DATASET CONTENT:
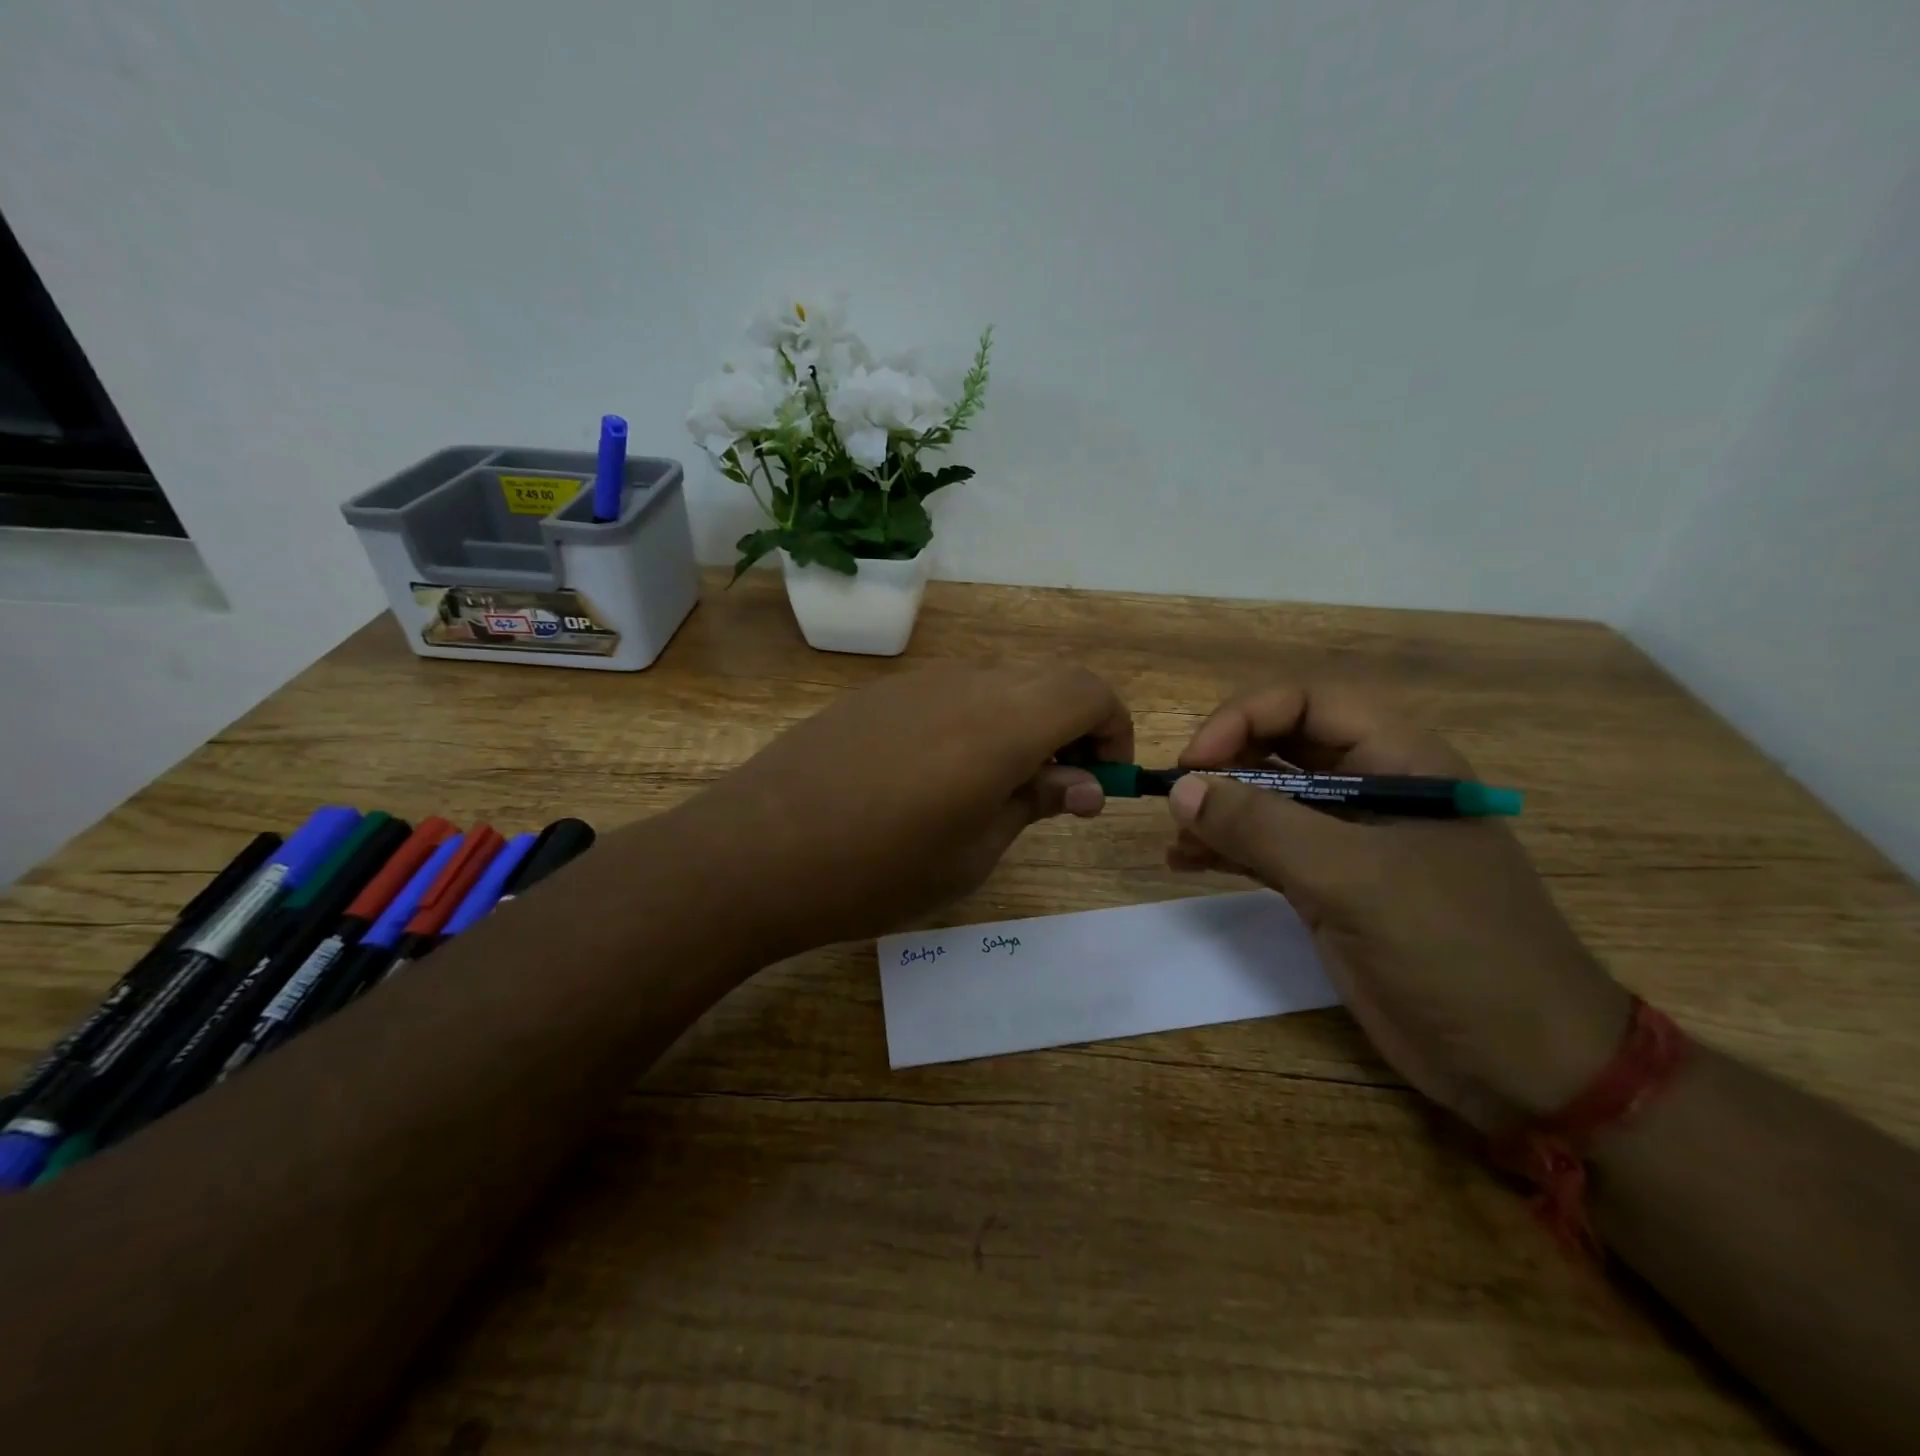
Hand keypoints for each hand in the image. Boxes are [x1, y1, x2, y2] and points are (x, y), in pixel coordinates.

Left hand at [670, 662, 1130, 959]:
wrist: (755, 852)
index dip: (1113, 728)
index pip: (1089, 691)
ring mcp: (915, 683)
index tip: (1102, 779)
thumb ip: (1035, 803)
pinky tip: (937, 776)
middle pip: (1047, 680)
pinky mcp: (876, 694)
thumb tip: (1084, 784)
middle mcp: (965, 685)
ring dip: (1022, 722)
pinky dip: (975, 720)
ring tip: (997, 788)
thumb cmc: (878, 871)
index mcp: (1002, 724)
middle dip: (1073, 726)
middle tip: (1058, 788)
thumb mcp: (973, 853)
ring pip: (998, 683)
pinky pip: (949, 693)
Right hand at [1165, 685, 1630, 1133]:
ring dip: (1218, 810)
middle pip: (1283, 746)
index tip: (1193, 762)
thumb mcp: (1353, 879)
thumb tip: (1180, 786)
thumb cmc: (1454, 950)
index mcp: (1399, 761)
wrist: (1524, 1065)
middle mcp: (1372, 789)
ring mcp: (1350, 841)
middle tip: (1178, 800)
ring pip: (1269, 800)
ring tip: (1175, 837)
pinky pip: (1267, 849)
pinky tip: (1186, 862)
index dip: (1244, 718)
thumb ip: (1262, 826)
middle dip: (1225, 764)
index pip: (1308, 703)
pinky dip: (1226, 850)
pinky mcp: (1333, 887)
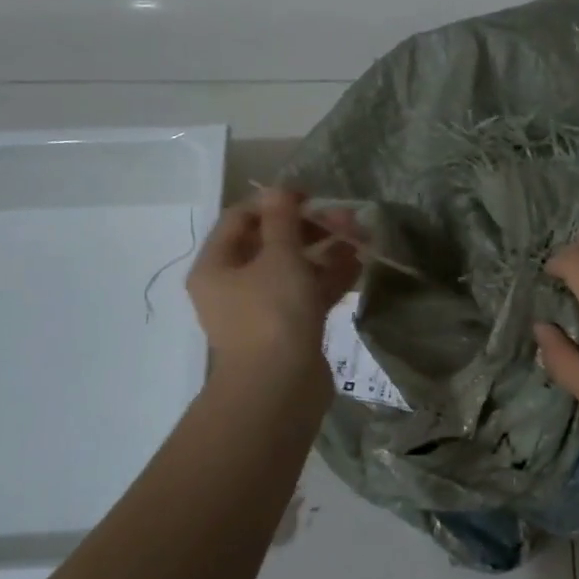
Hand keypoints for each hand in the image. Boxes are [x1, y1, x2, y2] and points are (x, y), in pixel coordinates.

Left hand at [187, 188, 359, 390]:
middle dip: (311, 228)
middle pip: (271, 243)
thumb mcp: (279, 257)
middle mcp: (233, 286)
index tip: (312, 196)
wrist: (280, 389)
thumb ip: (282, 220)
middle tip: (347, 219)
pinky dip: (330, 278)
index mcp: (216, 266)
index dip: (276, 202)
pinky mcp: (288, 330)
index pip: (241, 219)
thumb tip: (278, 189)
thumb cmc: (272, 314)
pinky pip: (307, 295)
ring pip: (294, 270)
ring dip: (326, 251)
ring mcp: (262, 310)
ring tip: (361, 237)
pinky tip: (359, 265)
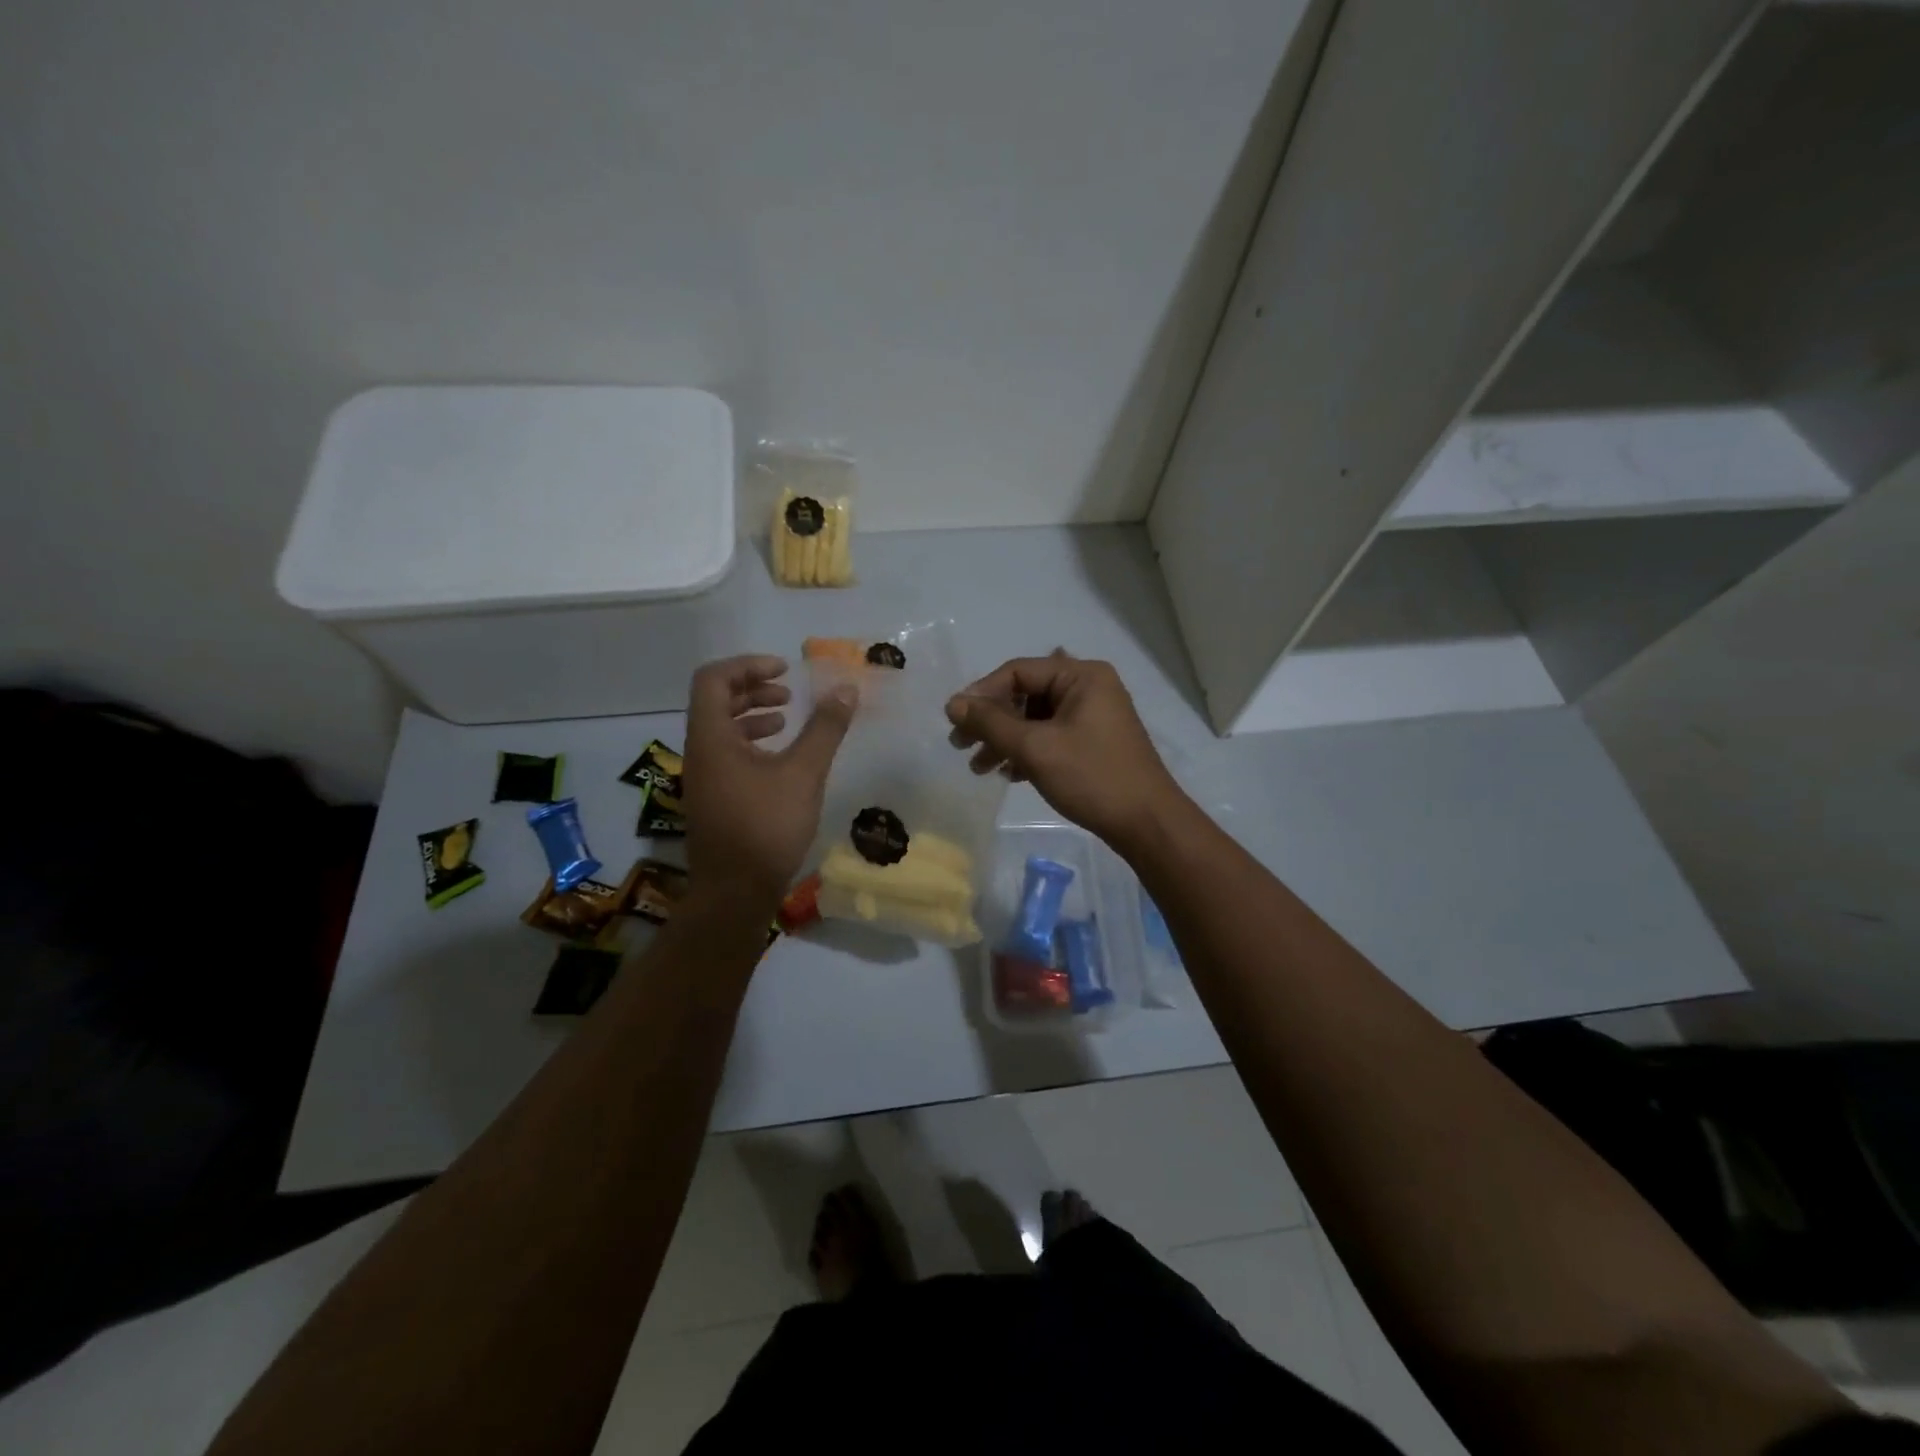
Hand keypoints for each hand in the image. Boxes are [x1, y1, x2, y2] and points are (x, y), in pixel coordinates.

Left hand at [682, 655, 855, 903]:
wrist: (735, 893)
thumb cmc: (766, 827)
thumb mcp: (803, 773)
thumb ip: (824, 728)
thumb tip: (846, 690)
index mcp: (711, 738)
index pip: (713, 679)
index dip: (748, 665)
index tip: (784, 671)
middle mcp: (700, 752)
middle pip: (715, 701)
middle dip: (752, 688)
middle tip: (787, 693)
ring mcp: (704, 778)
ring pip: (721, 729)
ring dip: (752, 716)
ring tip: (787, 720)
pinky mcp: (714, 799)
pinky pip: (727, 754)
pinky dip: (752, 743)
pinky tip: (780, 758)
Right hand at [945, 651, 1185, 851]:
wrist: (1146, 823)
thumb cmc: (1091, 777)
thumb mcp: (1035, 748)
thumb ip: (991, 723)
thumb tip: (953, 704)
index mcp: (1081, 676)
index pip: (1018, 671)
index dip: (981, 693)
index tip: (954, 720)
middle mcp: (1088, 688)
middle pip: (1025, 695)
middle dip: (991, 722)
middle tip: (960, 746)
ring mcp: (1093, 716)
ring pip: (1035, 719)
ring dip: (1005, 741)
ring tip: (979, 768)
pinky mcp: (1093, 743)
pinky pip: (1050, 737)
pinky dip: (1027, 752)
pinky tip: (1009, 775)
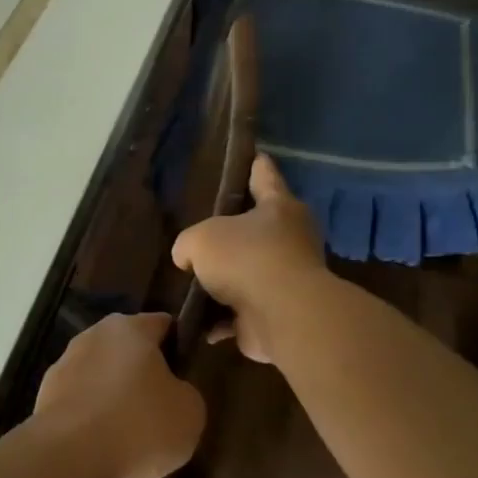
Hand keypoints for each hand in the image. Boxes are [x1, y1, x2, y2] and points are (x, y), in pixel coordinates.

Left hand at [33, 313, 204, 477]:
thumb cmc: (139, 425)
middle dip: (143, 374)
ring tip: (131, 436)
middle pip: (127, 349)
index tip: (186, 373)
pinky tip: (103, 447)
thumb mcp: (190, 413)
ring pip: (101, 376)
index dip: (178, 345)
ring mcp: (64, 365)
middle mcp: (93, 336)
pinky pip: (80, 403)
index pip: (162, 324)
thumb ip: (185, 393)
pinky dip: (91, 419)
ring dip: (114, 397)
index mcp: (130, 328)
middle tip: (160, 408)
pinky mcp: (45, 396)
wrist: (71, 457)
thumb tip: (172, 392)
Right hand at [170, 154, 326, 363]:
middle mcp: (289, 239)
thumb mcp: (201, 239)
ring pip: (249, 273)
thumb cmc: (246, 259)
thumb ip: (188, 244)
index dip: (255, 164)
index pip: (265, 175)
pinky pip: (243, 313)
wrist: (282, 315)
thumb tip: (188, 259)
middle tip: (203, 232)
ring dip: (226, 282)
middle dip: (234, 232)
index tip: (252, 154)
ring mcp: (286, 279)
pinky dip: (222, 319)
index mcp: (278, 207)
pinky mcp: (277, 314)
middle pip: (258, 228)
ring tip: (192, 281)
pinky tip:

REQUIREMENT: Please copy, exactly and with nothing else, the lines above beginning at the line that has "ring dip: (1218, 810)" and ending with the line that has "pinky tip: (1186, 862)".

EXERCISE RESULT:
ring dip: (1218, 810)
middle pip: (1283, 746)
index tip: (1193, 762)
thumb mcp: (1353, 879)
thumb tip: (1180, 786)
thumb cmc: (1454, 950)
index mcp: (1399, 761)
wrist: (1524, 1065)
middle mcp: (1372, 789)
ring mcp: (1350, 841)
middle tip: (1178, 800)
ring pip: (1269, 800)
ring tip: (1175, 837)
pinky pip: (1267, 849)
pinky tip: (1186, 862)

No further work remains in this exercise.